А у гастрономов, у винных отделов, приглядываются, прилаживаются городской с деревенским. Всё пока разное, но бутылка общая. Всё неравное, но в стаканы поровну, до капли.
А по скверикам, по тротуарам уже затрусили вперемешку. Озолоти прежде – с печи не стронется. Озолоти теперь – на печь не полезет. Да и где она, эта печь?
Девочки по улицам – стайкой.
Мальчики – вереницей.
Пошли жениться те на этих, и вдоль бульвара‚ поперек движения свадьба на автомобилях: размножайся – не хочу. Куклы на радиаторах‚ ленты на крышах‚ фотографы на капотах‚ музыканты в багажниках‚ костюмы напрокат. Проносятся вихрем‚ навеселе‚ из дворца бракосочетаний, – жених городской, невеста деревенская‚ оркестр наяривает фрейлехс.
Хочешь – не хочешь, объединились семьями.
«Гражданин, вы сходите?» – «Гражданочка, вам порезать?» Были мужики да бабы, стали мужчины и женщины, горожане с горожанками.
Одни бабки остались деревенскими.
Сидят бабки у окон, подпершись кулаком, глядят на шумные улицы. Всех забрали в город, какие были, ни одну не бросили. Дедов почти нет, дедов войной посекло, а бабок полно. Спустятся во двор, сядут поближе к дому, дивятся боязливо, нашептывают истово: «Дожжей бы нонче‚ дожжей...»
Самые несмелые поумирали с непривычки.
Самые бедовые пошли в лифтерши.
Тут шум. Смех и брань. Хохот и слезы.
На главном проспекте...
На верхнем этаже...
В отдельной квартире…
Нашли!
Кого?
Корову!
Живую – не игрушечную. Настоящую – не заводную. С ногами, рогами, полным, до краев, выменем.
Они ее, родимую, не продали. Они ее, кормилицу, не проели. Они ее при въезде, тайком, протащили по лестнице. Куда сами, туда и ее. Корова ела хлеб городской, справляла надобности на подстилку, хозяйка брала подойник в положенные часы, шла доить. А у семьи зато парное молоко, творог, сметана, масло свое, не покупное.
Вывели корову из квартиры, спустили с трудом по ступенькам, повели по мостовой, а у нее ноги с непривычки подгибаются. Хозяйка в рев, детвора в рев: уводят кормилицу, угоняют Буренушку.
Даже машины встали...
Прохожие рты разинули...
Продавцы работу побросали...
Милиционер свистком подавился...
Уводили корову из города. Животину давно сгинувшей деревни. А она шла – мычала, шла – оборачивалась, мотала рогатой головой.
Прощалась.
Наутро встала хозяйка засветло, по привычке подхватила подойник, а доить некого. Одна подстилка валяется, не успели выкинуть.

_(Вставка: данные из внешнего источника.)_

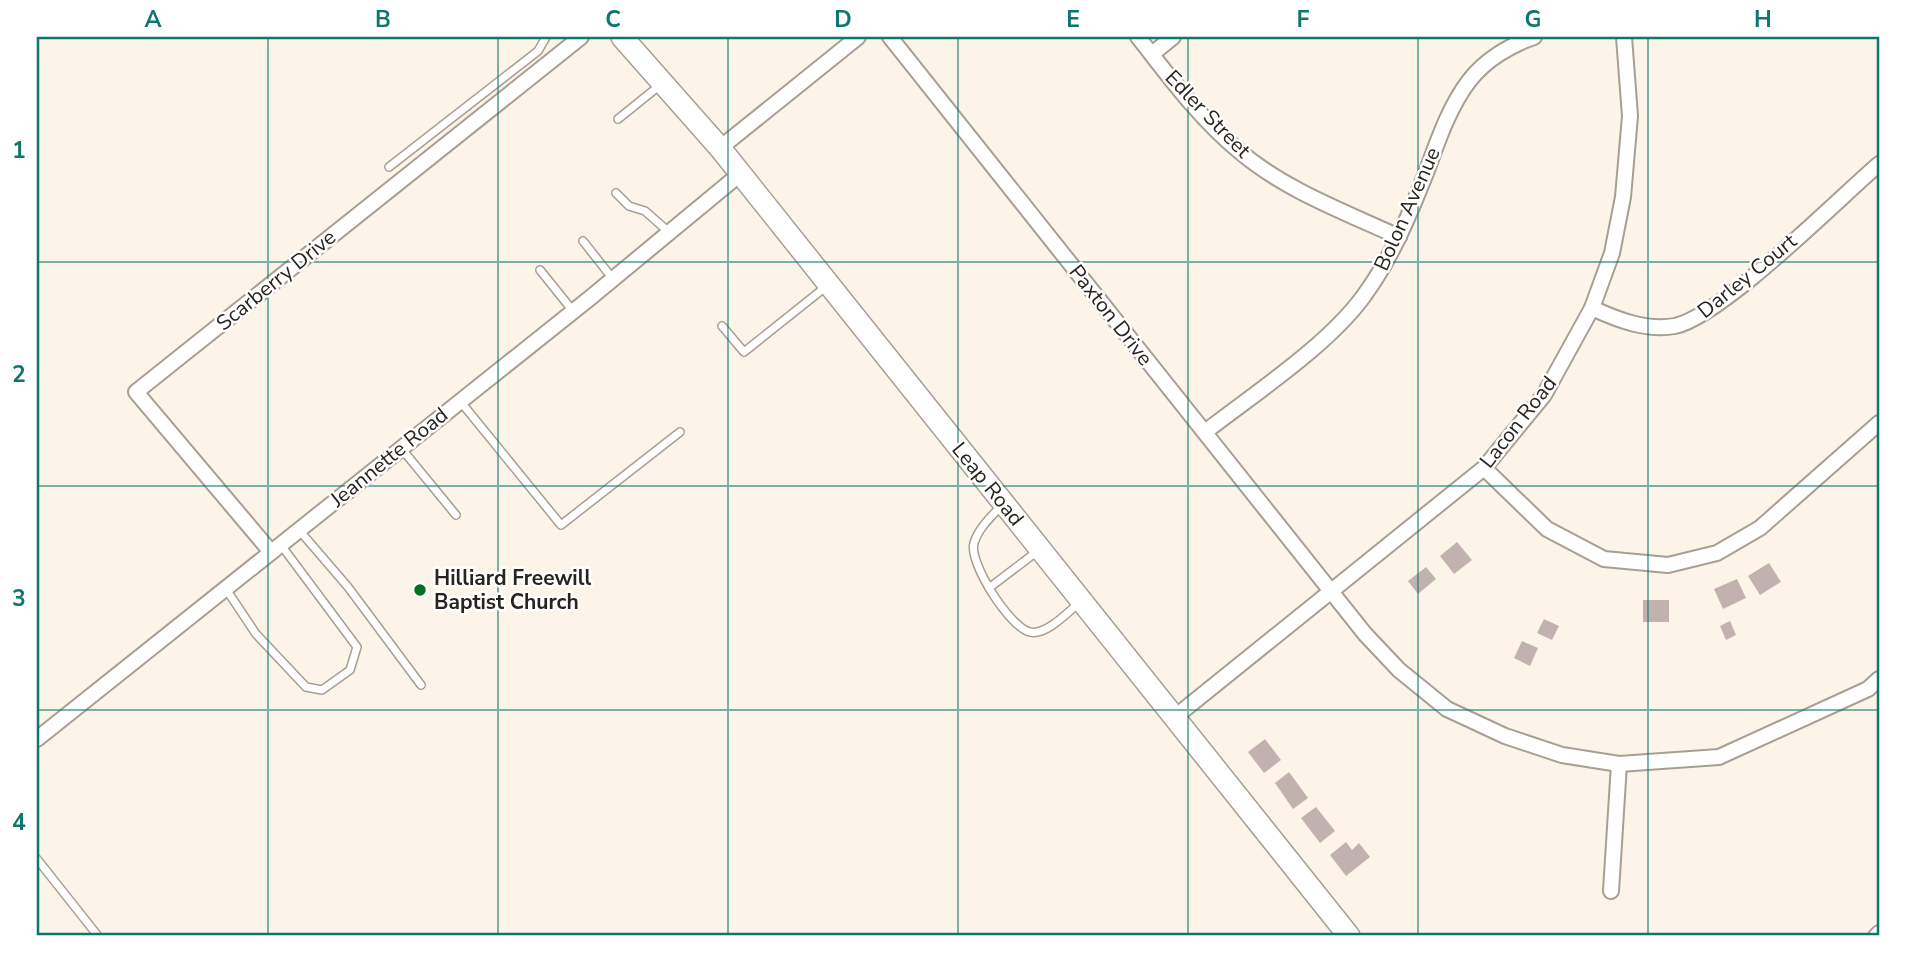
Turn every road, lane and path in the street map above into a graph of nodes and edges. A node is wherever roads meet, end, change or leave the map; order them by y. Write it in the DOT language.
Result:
graph roads {
  1 [pos="546,37"];
  2 [pos="581,37"];
  3 [pos="622,37"];
  4 [pos="858,37"];
  5 [pos="890,37"];
  6 [pos="1138,37"];
  7 [pos="1173,37"];
  8 [pos="1534,37"];
  9 [pos="1624,37"];
  10 [pos="1152,54"];
  11 [pos="663,83"];
  12 [pos="618,119"];
  13 [pos="720,148"];
  14 [pos="1879,164"];
  15 [pos="388,167"];
  16 [pos="740,174"];
  17 [pos="616,193"];
  18 [pos="670,234"];
  19 [pos="1399,237"];
  20 [pos="583,241"];
  21 [pos="540,270"];
  22 [pos="613,280"];
  23 [pos="829,285"];
  24 [pos="1592,308"];
  25 [pos="573,311"];
  26 [pos="722,326"];
  27 [pos="459,401"];
  28 [pos="1879,423"];
  29 [pos="680,432"];
  30 [pos="1205,432"];
  31 [pos="401,447"];
  32 [pos="1484,468"];
  33 [pos="1004,504"];
  34 [pos="456,515"];
  35 [pos="299,530"];
  36 [pos="276,548"];
  37 [pos="1040,550"];
  38 [pos="989,588"];
  39 [pos="226,589"];
  40 [pos="1332,593"];
  41 [pos="1081,601"];
  42 [pos="1879,679"];
  43 [pos="421,685"];
  44 [pos="1175,717"];
  45 [pos="37,739"];
  46 [pos="1619,764"];
  47 [pos="37,859"];
  48 [pos="1611,891"];
  49 [pos="98,936"];
  50 [pos="1349,936"];
  1 -- 15 [label="lane"];
  2 -- 36 [label="street, Scarberry Drive"];
  3 -- 11 [label="street, Leap Road"];
  4 -- 13 [label="street"];
  5 -- 30 [label="street, Paxton Drive"];
  6 -- 10 [label="street, Edler Street"];
  7 -- 10 [label="street"];
  8 -- 19 [label="street, Bolon Avenue"];
  9 -- 24 [label="street, Lacon Road"];
  10 -- 19 [label="street, Edler Street"];
  11 -- 12 [label="lane"];
  11 -- 13 [label="street, Leap Road"];
  13 -- 16 [label="street, Leap Road"];
  14 -- 24 [label="street, Darley Court"];
  16 -- 18 [label="street, Jeannette Road"];
  16 -- 23 [label="street, Leap Road"];
  17 -- 18 [label="lane"];
  18 -- 22 [label="street, Jeannette Road"];
  19 -- 30 [label="street, Bolon Avenue"];
  20 -- 22 [label="lane"];
  21 -- 25 [label="lane"];
  22 -- 25 [label="street, Jeannette Road"];
  23 -- 26 [label="lane"];
  23 -- 33 [label="street, Leap Road"];
  24 -- 32 [label="street, Lacon Road"];
  25 -- 27 [label="street, Jeannette Road"];
  27 -- 29 [label="lane"];
  27 -- 31 [label="street, Jeannette Road"];
  28 -- 32 [label="street"];
  30 -- 40 [label="street, Paxton Drive"];
  31 -- 34 [label="lane"];
  31 -- 35 [label="street, Jeannette Road"];
  32 -- 40 [label="street, Lacon Road"];
  33 -- 37 [label="street, Leap Road"];
  33 -- 38 [label="lane"];
  35 -- 36 [label="street, Jeannette Road"];
  35 -- 43 [label="lane"];
  36 -- 39 [label="street, Jeannette Road"];
  36 -- 39 [label="lane"];
  37 -- 38 [label="lane"];
  37 -- 41 [label="street, Leap Road"];
  38 -- 41 [label="lane"];
  39 -- 45 [label="street, Jeannette Road"];
  40 -- 44 [label="street, Lacon Road"];
  40 -- 46 [label="street, Paxton Drive"];
  41 -- 44 [label="street, Leap Road"];
  42 -- 46 [label="street, Paxton Drive"];
  44 -- 50 [label="street, Leap Road"];
  46 -- 48 [label="street"];
  47 -- 49 [label="lane"];
}
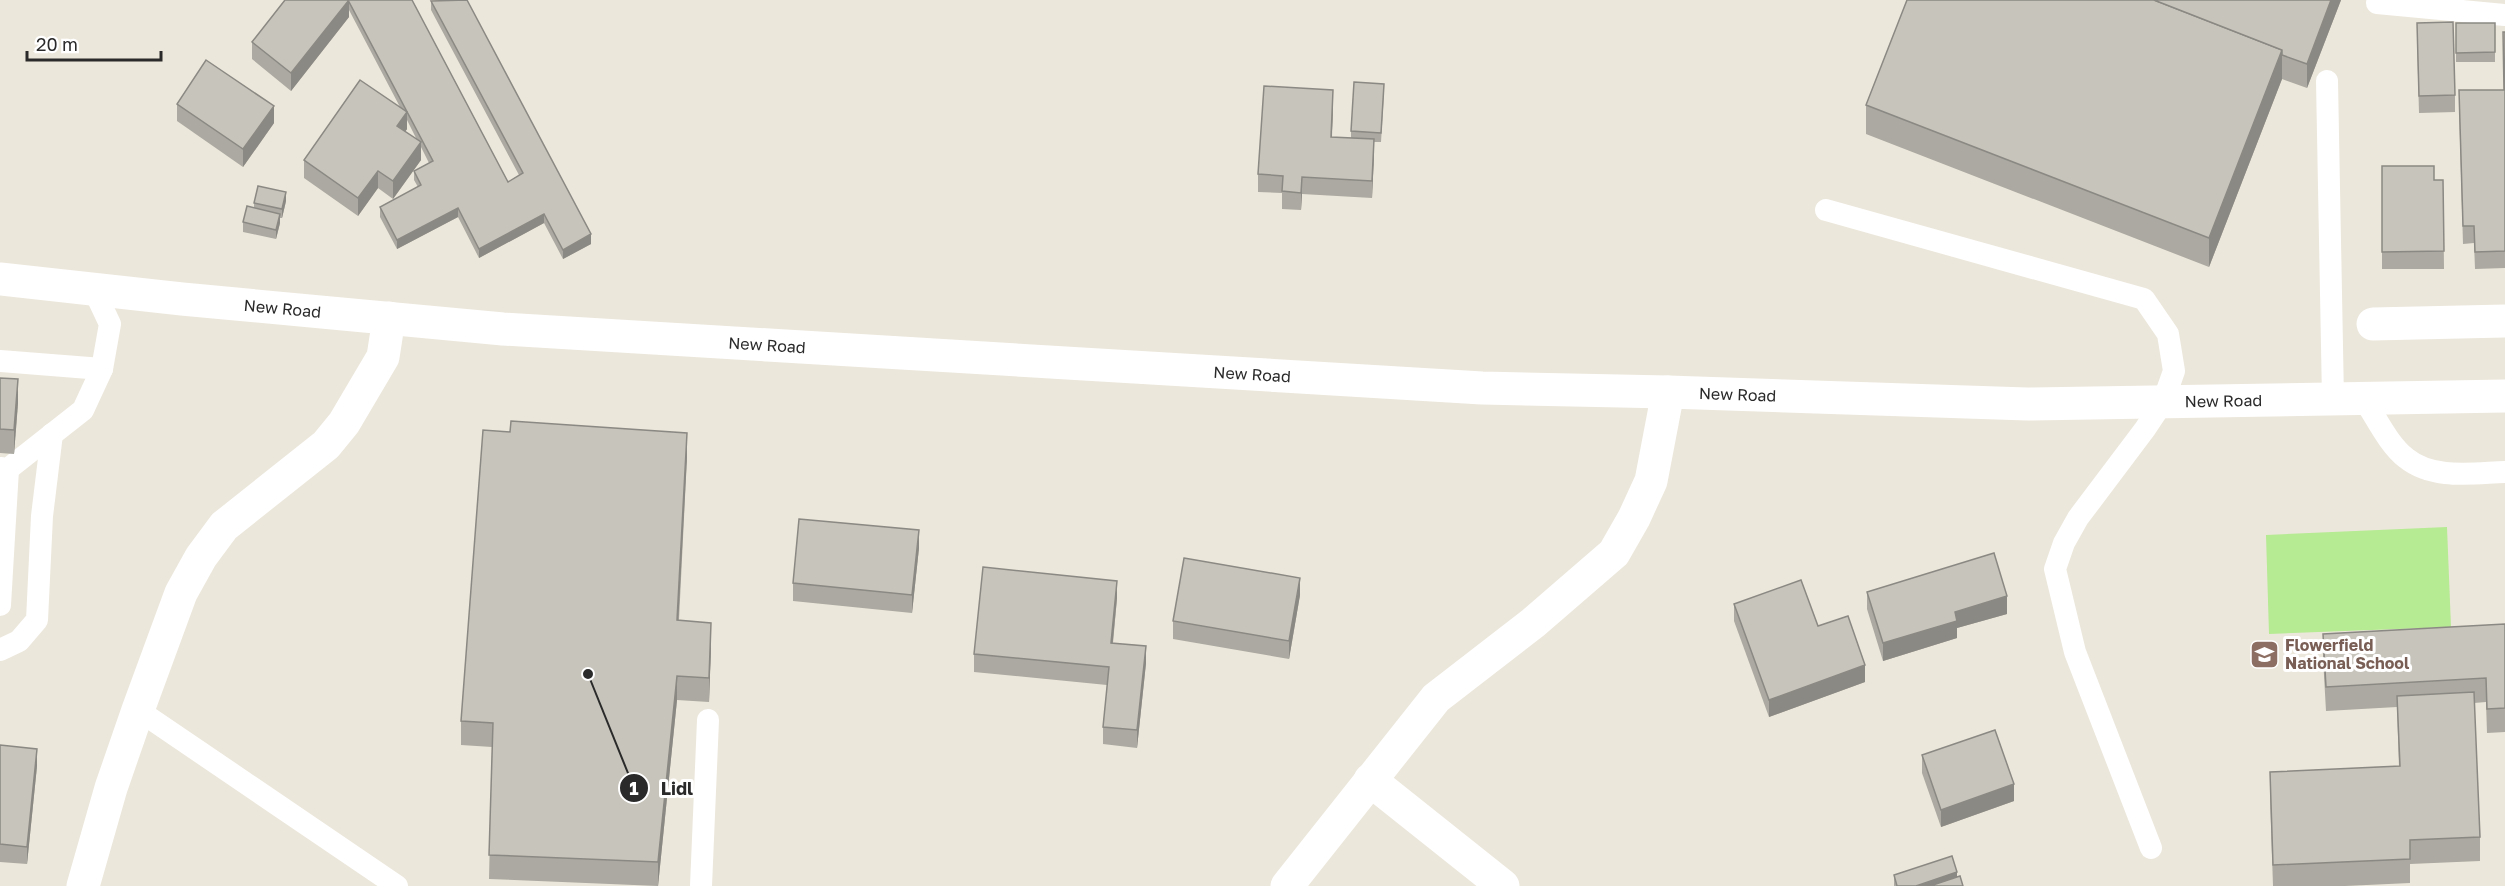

Шагай теперь в магазин, покупай молоко.
Шестнадцать копеек – пакет…
Тут слухи...
Намеки...
Волнения с надеждами...
Раздают!
Где?
За городом!
Кому?
Хоть кому!
Бери землю, сажай вишню-ягоду.
И рванул город за город.
А деревенские впереди всех.
Вгрызлись в землю, раскопали, переворошили, до комочка разрыхлили. Разогнулись передохнуть, глядь, а соседи вокруг – горожане от рождения. Солят, маринуют, сушат, варят, вялят. Припасы семье. Запасы на зиму.
Им-то зачем?
Или и в них деревня жива?..
Вот и вырос, наконец, этот город…
…город, который совсем не рос.
Уткнулся в небо многоэтажным одноэтажием. Выплеснулся за кольцо автострады. Подъел рощицы с перелесками. Сожрал картофельные поля, сады-огороды. Выглядывает верхними этажами незаселенные пространства.
Город пучит.
Давит изнутри.
Городу опять тесно...
В квартиру позвонили.
Долго и требовательно.
– Здравствуйте, – звонко сказала девочка. – У вас проживают интересные люди?
Вздохнул – и головой в омут:
– Я… Это, конечно, я.
– Вы? – усомнилась.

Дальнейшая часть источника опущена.